DALLAS Blockbuster reported net income for the first quarter of 2008 was $45.4 million, or 20 cents per diluted share, an improvement of $94.4 million as compared with a net loss of $49 million, or 27 cnets per share, for the first quarter of 2007.

Total revenues decreased 5.4% to $1.39 billion for the first quarter of 2008 from $1.47 billion for the first quarter of 2007, as a result of fewer company-operated stores. Domestic same-store revenues increased 2.9% as compared to the first quarter of 2007, reflecting a 920 basis point improvement over the first quarter of 2007. This increase was driven by a 0.4% growth in same-store rental revenues and a 19.7% increase in same-store merchandise sales.

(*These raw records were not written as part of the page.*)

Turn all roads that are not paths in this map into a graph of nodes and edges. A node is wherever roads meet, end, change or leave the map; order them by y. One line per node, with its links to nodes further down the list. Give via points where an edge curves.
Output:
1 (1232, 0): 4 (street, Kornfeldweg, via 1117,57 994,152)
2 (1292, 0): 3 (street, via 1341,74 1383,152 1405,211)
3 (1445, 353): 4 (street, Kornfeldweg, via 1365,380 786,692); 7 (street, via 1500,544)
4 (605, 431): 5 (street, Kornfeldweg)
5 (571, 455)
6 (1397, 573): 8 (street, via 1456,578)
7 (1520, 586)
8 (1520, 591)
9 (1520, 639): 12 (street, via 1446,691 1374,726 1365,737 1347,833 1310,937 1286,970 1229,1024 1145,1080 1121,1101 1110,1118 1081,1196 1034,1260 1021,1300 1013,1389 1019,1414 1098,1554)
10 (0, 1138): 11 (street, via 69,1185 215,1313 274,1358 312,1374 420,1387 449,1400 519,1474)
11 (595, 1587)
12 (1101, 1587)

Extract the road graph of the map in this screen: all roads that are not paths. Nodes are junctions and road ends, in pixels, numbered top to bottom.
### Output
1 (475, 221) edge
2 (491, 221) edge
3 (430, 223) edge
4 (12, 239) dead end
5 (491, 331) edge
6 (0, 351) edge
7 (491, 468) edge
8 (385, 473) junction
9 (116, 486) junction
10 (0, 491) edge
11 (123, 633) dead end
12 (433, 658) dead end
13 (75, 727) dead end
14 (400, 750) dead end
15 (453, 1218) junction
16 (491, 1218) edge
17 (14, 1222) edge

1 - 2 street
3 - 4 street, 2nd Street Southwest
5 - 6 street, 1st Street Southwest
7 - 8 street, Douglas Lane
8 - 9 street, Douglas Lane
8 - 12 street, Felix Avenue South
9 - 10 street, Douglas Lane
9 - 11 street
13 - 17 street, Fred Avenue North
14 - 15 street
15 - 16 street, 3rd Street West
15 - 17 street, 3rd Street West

"The significant improvement in our first quarter results demonstrates the underlying strength of our core rental and emerging retail business," said Jim Keyes, Blockbuster chairman and ceo. "BLOCKBUSTER Total Access, our subscription rental offering, is now profitable and positioned for growth. Additionally, our stores achieved positive growth in both sales and margin. We are particularly pleased that domestic same-store revenues showed an improvement for the first time in five years primarily as a result of several initiatives we have put in place, including an increased availability of top new movies, improved store merchandising and more effective pricing. Going forward, we are confident we can continue to grow our core business, which will enable us to focus on aggressive development of our digital offerings. Our ability to provide convenient access to both physical and electronic media entertainment will provide Blockbuster a meaningful competitive advantage and allow us to create enhanced shareholder value over the long-term."